## Exercise prompt
Starting at the line that contains "M1233 863 1690 869" and stopping after the last line, set down the listing exactly as it is. Add nothing.

## Records for the task

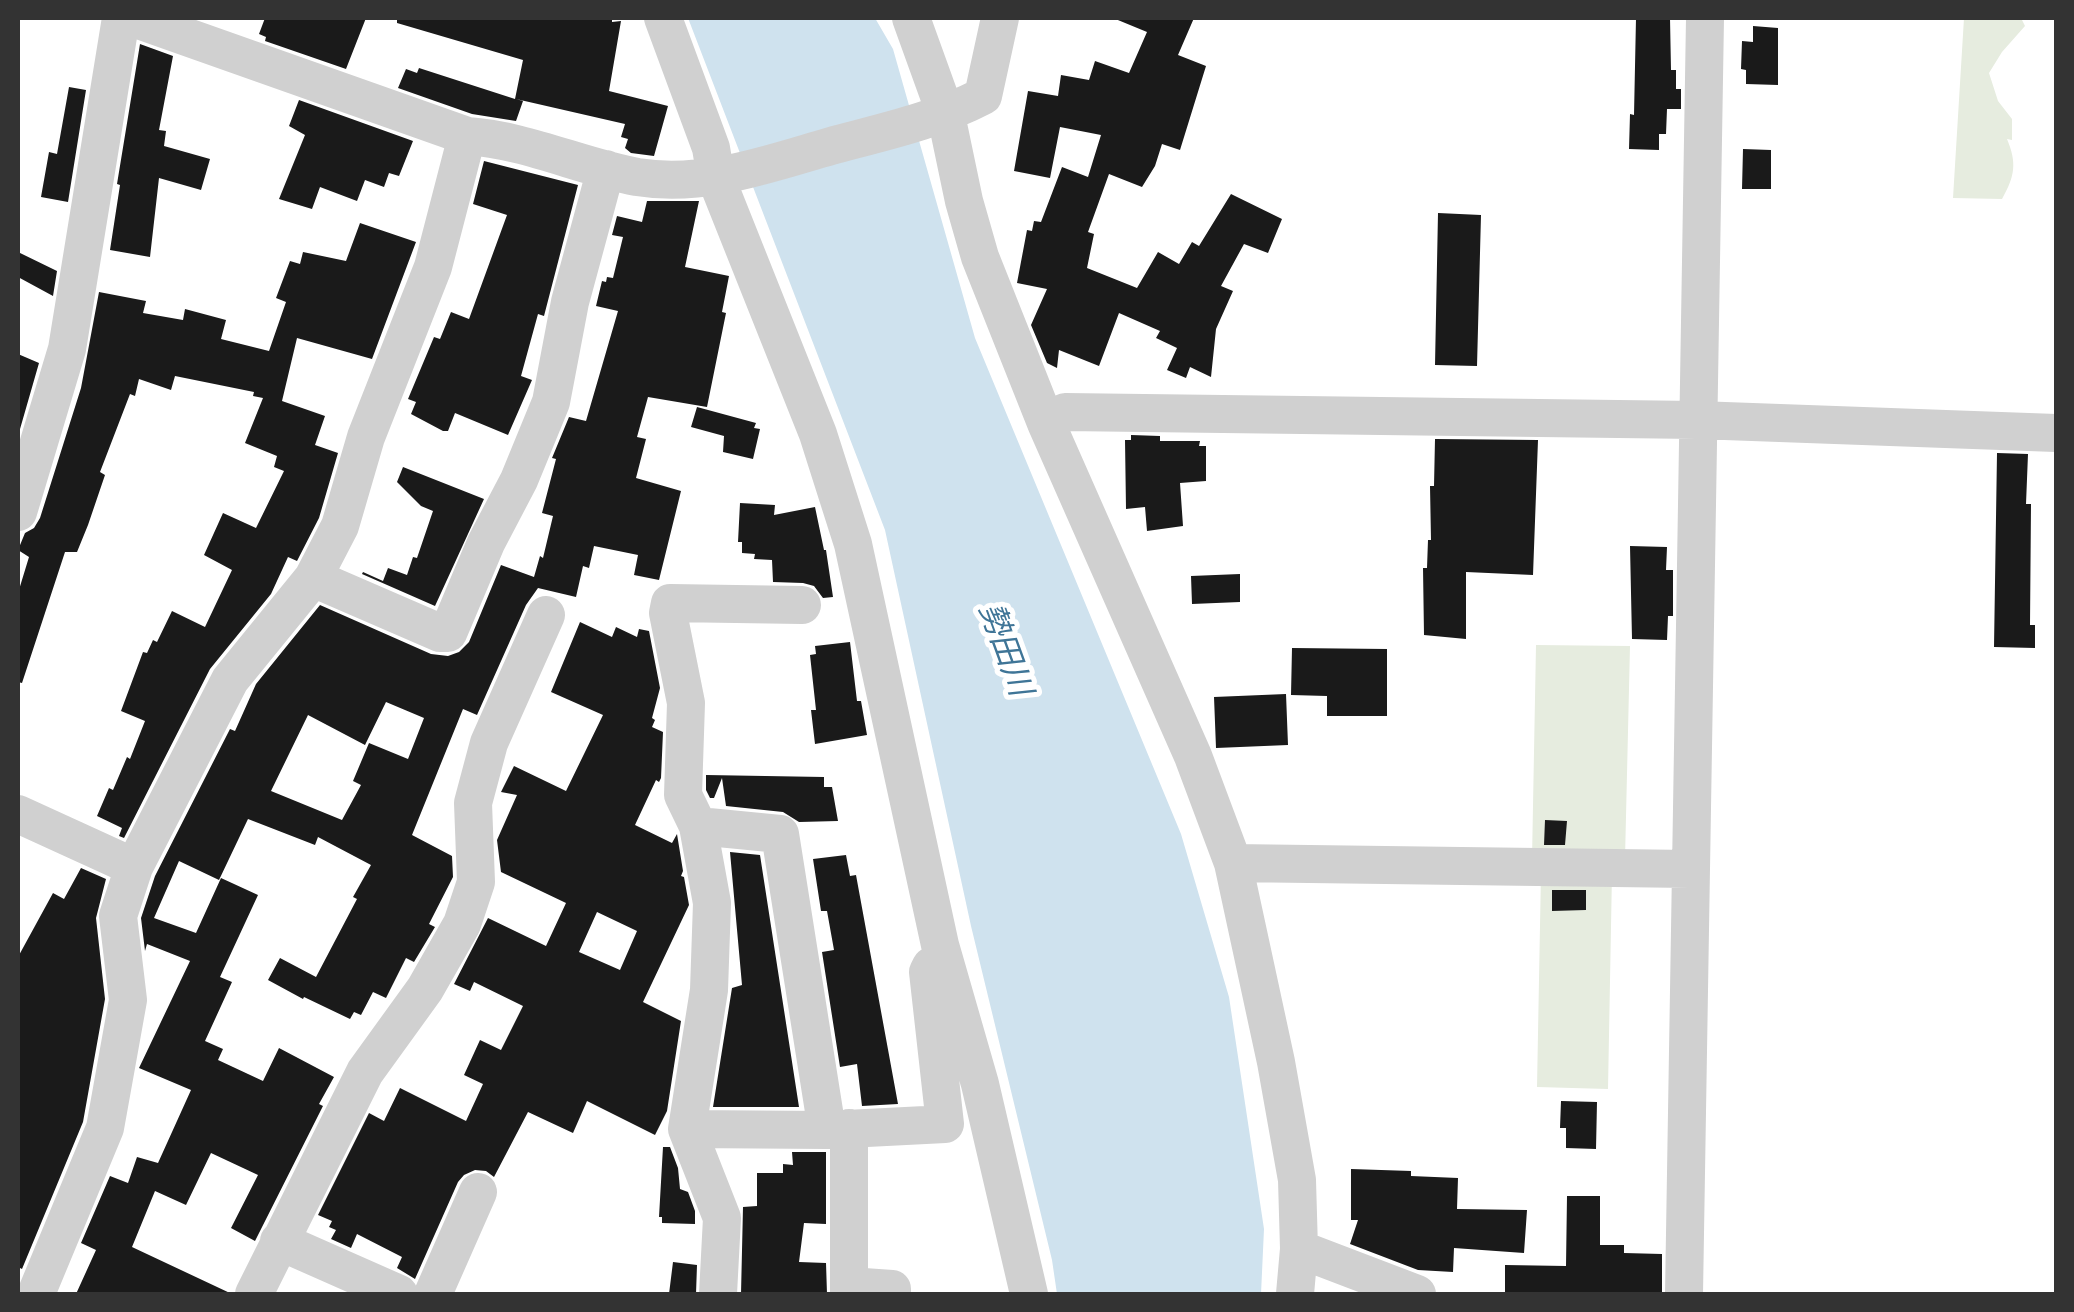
<!DOCTYPE html>
<meta charset="utf-8">
<style>
body{margin:0}
#map{position:relative;width:2074px;height:1312px;overflow:hidden;background:#fff;font-family:Barlow,sans-serif}
canvas{display:block}
.frame{position:absolute;inset:0;border:20px solid #333;pointer-events:none}
</style>
<div id="map">
<canvas width="2074" height="1312"></canvas>
<div class="frame"></div>
</div>
<script>
const ctx = document.querySelector('canvas').getContext('2d');
ctx.lineJoin = 'round';
function paint(path, color) { ctx.fillStyle = color; ctx.fill(path, 'evenodd'); }
function stroke(path, color, width, dash) { ctx.strokeStyle = color; ctx.lineWidth = width; ctx.lineCap = dash ? 'butt' : 'round'; ctx.setLineDash(dash || []); ctx.stroke(path); }
function label(font, color, halo, rows, align = 'center') {
  ctx.font = font + ' Barlow,"Noto Sans JP",sans-serif'; ctx.lineWidth = 10; ctx.setLineDash([]); ctx.textBaseline = 'middle'; ctx.strokeStyle = halo; ctx.fillStyle = color; for (const [text, x, y, turn = 0] of rows) {
    ctx.save(); ctx.translate(x, y); ctx.rotate((+turn || 0) * Math.PI / 180); ctx.textAlign = isNaN(turn) ? turn : align; if (halo) ctx.strokeText(text, 0, 0); ctx.fillText(text, 0, 0); ctx.restore();
  }
}
const green = new Path2D(`
 M1964 18H2021L2025 26 2002 52 1989 73 1998 101 2012 119V140L2007 139C2017 163 2015 176 2002 199L1953 198Z
 M1536 645 1630 646 1625 859H1532Z
 M1541 872 1612 873 1608 1089 1537 1087Z`);
const water = new Path2D(`
 M688 18H875L893 49 975 338 1181 834 1229 997 1264 1229 1261 1294H1057L1052 1260 971 926 885 530Z`);
const building = new Path2D(`
 M265 18H366L346 69 265 41 266 37 259 34Z
 M397 18H612V22L621 21 609 91 668 106 654 156 631 153 625 148 628 139 621 137 625 124 516 99 523 101 516 121 472 114 398 88 406 69 417 73 419 68 515 99 523 60 397 23Z
 M1113 18H1194L1178 55 1206 66 1180 150 1162 144 1155 166 1142 187 1109 174 1088 232 1094 234 1087 268 1137 288 1158 252 1179 264 1192 242 1199 246 1231 194 1282 219 1268 253 1244 244 1221 286 1233 291 1216 329 1211 377 1190 367 1186 378 1167 370 1177 348 1156 338 1160 331 1119 313 1099 366 1059 350 1057 368 1047 363 1031 325 1047 289 1017 283 1027 230 1032 231 1034 221 1041 222 1062 167 1088 177 1101 135 1060 127 1050 178 1014 171 1028 91 1058 96 1061 75 1089 80 1095 61 1129 73 1147 32Z
 M1636 18H1670L1671 70H1676V89H1681V109H1667L1666 134H1659V150L1629 149 1630 114 1634 115Z
 M1753 26 1778 28V85L1746 84V70L1741 69 1742 41 1753 42Z
 M140 44 173 56 159 130 166 131 164 146 210 159 201 190 159 178 150 257 110 250 120 185 117 184Z
 M69 87 86 90 68 202 41 197 49 152 57 154Z
 M299 100 413 141 399 176 389 173 384 187 365 180 357 201 320 187 312 209 279 199 305 135 289 126Z
 M1743 149 1771 150V189H1742Z
 M484 161 578 185 544 316 538 314 521 376 532 380 508 435 455 413 448 431H443L411 414 416 402 408 399 434 337 440 339 451 312 469 319 507 215 473 204Z
 M647 201H699L685 267 729 276 722 312 726 313 707 407 648 397 637 437 646 439 636 478 681 491 659 580 634 575 638 555 594 546 589 568 583 566 576 597 538 588 526 605 477 715 463 709 412 835 452 856 453 877 429 924 435 927 414 962 406 958 386 998 373 992 361 1015 354 1012 350 1019 304 997 303 999 268 980 280 958 316 977 357 899 353 897 371 865 318 837 315 845 248 819 219 880 179 861 154 918 196 933 221 878 258 895 220 977 232 982 205 1041 223 1049 218 1060 263 1081 279 1048 334 1077 319 1104 323 1106 255 1241 231 1228 258 1175 211 1153 186 1205 155 1191 132 1247 232 1294H76L96 1250 81 1243 110 1176 128 1183 137 1157 158 1163 191 1090 139 1068 190 961 147 944 145 951 141 918 155 876 230 729 235 731 256 684 320 605 431 654 448 656 459 652 469 642 501 565 534 577 540 556 543 558 553 516 542 513 556 459 552 458 569 417 586 421 618 311 596 306 602 281 606 282 607 277 613 278 623 237 612 235 617 216 642 222ZM386 702 424 718 408 759 369 743 353 781 361 785 342 820 271 791 308 715 365 745Z
 M1438 213 1481 215 1477 366 1435 365Z
 M360 223 416 242 372 359 297 338 282 401 325 416 315 445 338 453 319 518 297 561 288 557 271 594 210 669 124 838 119 836 122 828 97 816 109 788 113 790 127 757 130 759 145 721 121 711 143 652 147 653 153 640 157 642 172 611 205 627 232 570 204 555 223 513 256 528 284 471 274 467 277 456 245 443 263 398 253 396 254 392 175 376 171 390 139 379 135 396 130 394 100 472 105 475 88 525 77 552H65L22 683 18 682V593L29 557 18 550 25 533 34 528 40 518 81 388 99 292 146 301 143 313 183 320 185 309 226 320 221 339 269 351 286 302 276 298 290 261 300 264 303 252 346 261Z
 M18 252 57 271 53 296 18 277Z
 M18 354 39 363 18 436Z
 M697 407 756 423 754 428 760 429 753 459 723 452 724 436 691 427Z
 M1131 435 1160 436V441H1200L1199 446H1206V481L1180 483 1183 526 1147 531 1145 507 1126 509 1125 440H1131Z
 M1435 439 1538 440 1533 575 1466 572V639L1424 635 1423 568H1427L1428 540H1431L1430 486H1434Z
 M1997 453 2028 454 2026 504H2031L2030 625H2035V648L1994 647Z
 M403 467 484 499 435 606 362 574 363 572 383 581 388 568 407 575 413 557 417 558 433 511 421 506 397 482Z
 M740 503 775 505 774 515 815 507 824 550H826L833 597 823 598 814 586 803 583 773 582 772 560 754 559 755 554 742 553V542H738Z
 M1630 546 1667 547 1666 570H1673V616H1668L1667 640 1632 639Z
 M1240 574V602L1192 604 1191 576Z
 M580 622 612 637 616 627 637 637 639 629 649 631 660 688 652 718 655 720 652 727 663 732 661 778 659 782 656 780 635 825 672 843 677 834 683 871 681 876 684 877 689 905 643 1002 681 1021 667 1111 655 1135 587 1101 573 1133 528 1112 494 1177 486 1171 475 1170 464 1175 458 1182 415 1279 397 1268 402 1257 357 1234 351 1248 331 1239 336 1230 329 1227 332 1221 318 1215 369 1113 384 1121 400 1088 466 1121 483 1084 464 1075 480 1040 501 1050 523 1006 474 982 470 991 454 984 488 918 546 946 566 903 501 872 497 840 517 795 501 792 514 766 566 791 603 715 551 692ZM597 912 637 931 620 970 579 952Z
 M850 642 857 701H861L867 735 815 744 811 710H816L810 655 816 654 815 646Z
 M1292 648 1387 649V716H1327V696L1291 695Z
 M1286 694 1288 745 1216 748 1214 697Z
 M706 775 824 777V787H832L838 821 799 822 783 812 726 806 722 778 714 798H710L706 790Z
 M1545 820 1567 821 1565 845H1544Z
 M730 852 760 855 799 1107H713L732 988 742 985Z
 M846 855 850 876 856 875 898 1104 862 1106 857 1064 840 1067 822 952 834 950 827 911H821L813 859Z
 M81 868 106 879 96 918 105 999 83 1122 22 1269 18 1267V957L53 893 64 899Z
 M1552 890H1586V910L1552 911Z
 M1561 1101 1597 1102 1596 1149 1566 1148V1128H1560Z
 M663 1147H670L678 1168 680 1189 688 1192 695 1211V1224L662 1223V1217H659Z
 M792 1152H826V1224L804 1223 799 1262 826 1263 827 1294H741L743 1207 757 1206V1173H783V1164L793 1165Z
 M1351 1169 1411 1171V1176L1458 1178 1457 1209 1527 1210 1524 1253 1454 1248 1453 1272 1418 1270 1350 1244 1358 1220H1351Z
 M1567 1196H1600V1245H1624V1253L1662 1254V1294H1505V1265L1566 1266Z
 M673 1262 697 1265 696 1294H669Z`);
const minor = new Path2D(`
 M121 18 136 19 467 136C526 140 579 166 637 177 704 188 768 164 831 146 883 132 935 121 983 96L1000 18
 M663 18 711 148 716 178 818 434 853 544 940 945 980 1084 1029 1294
 M911 18 946 115 964 201 980 257 1046 423 1193 756 1233 863 1276 1062 1297 1180 1299 1249 1295 1294
 M1046 423 1065 412 1697 420 2056 433
 M18 512 67 349 121 18
 M313 578 440 633H448L486 543 519 480 551 402 570 302 606 169
 M18 814 134 867
 M698 826 780 834 827 1130
 M1233 863 1690 869
 M687 1129 827 1130 945 1124 928 972 931 966
 M279 1241 399 1294
 M1299 1249 1417 1294
 M849 1286 892 1289V1294
 M36 1294 105 1128 128 1000 118 916 134 867 230 680 313 578 340 526 366 437 433 267 467 136
 M254 1294 365 1072 425 989 462 924 476 882 473 803 489 743 546 615
 M433 1294 478 1192
 M718 1294 722 1218 687 1129 709 990 712 903 698 826 683 795 686 703 668 613 670 603 802 605
 M849 1294V1128
 M1684 1294 1705 18`);
const waterNames = [
 ["勢田川",1006,649,70]
];
paint(green, '#e6ecdf');
paint(water, '#cfe2ee');
paint(building, '#1a1a1a');
stroke(minor, '#d0d0d0', 38);
label('italic 32px', '#3f7597', '#fff', waterNames);
</script>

## Completed exercise
 M1233 863 1690 869
 M687 1129 827 1130 945 1124 928 972 931 966
 M279 1241 399 1294
 M1299 1249 1417 1294
 M849 1286 892 1289V1294
 M36 1294 105 1128 128 1000 118 916 134 867 230 680 313 578 340 526 366 437 433 267 467 136
 M254 1294 365 1072 425 989 462 924 476 882 473 803 489 743 546 615
 M433 1294 478 1192
 M718 1294 722 1218 687 1129 709 990 712 903 698 826 683 795 686 703 668 613 670 603 802 605
 M849 1294V1128
 M1684 1294 1705 18`);
const waterNames = [
 ["勢田川",1006,649,70]
];
paint(green, '#e6ecdf');
paint(water, '#cfe2ee');
paint(building, '#1a1a1a');
stroke(minor, '#d0d0d0', 38);
label('italic 32px', '#3f7597', '#fff', waterNames);
</script>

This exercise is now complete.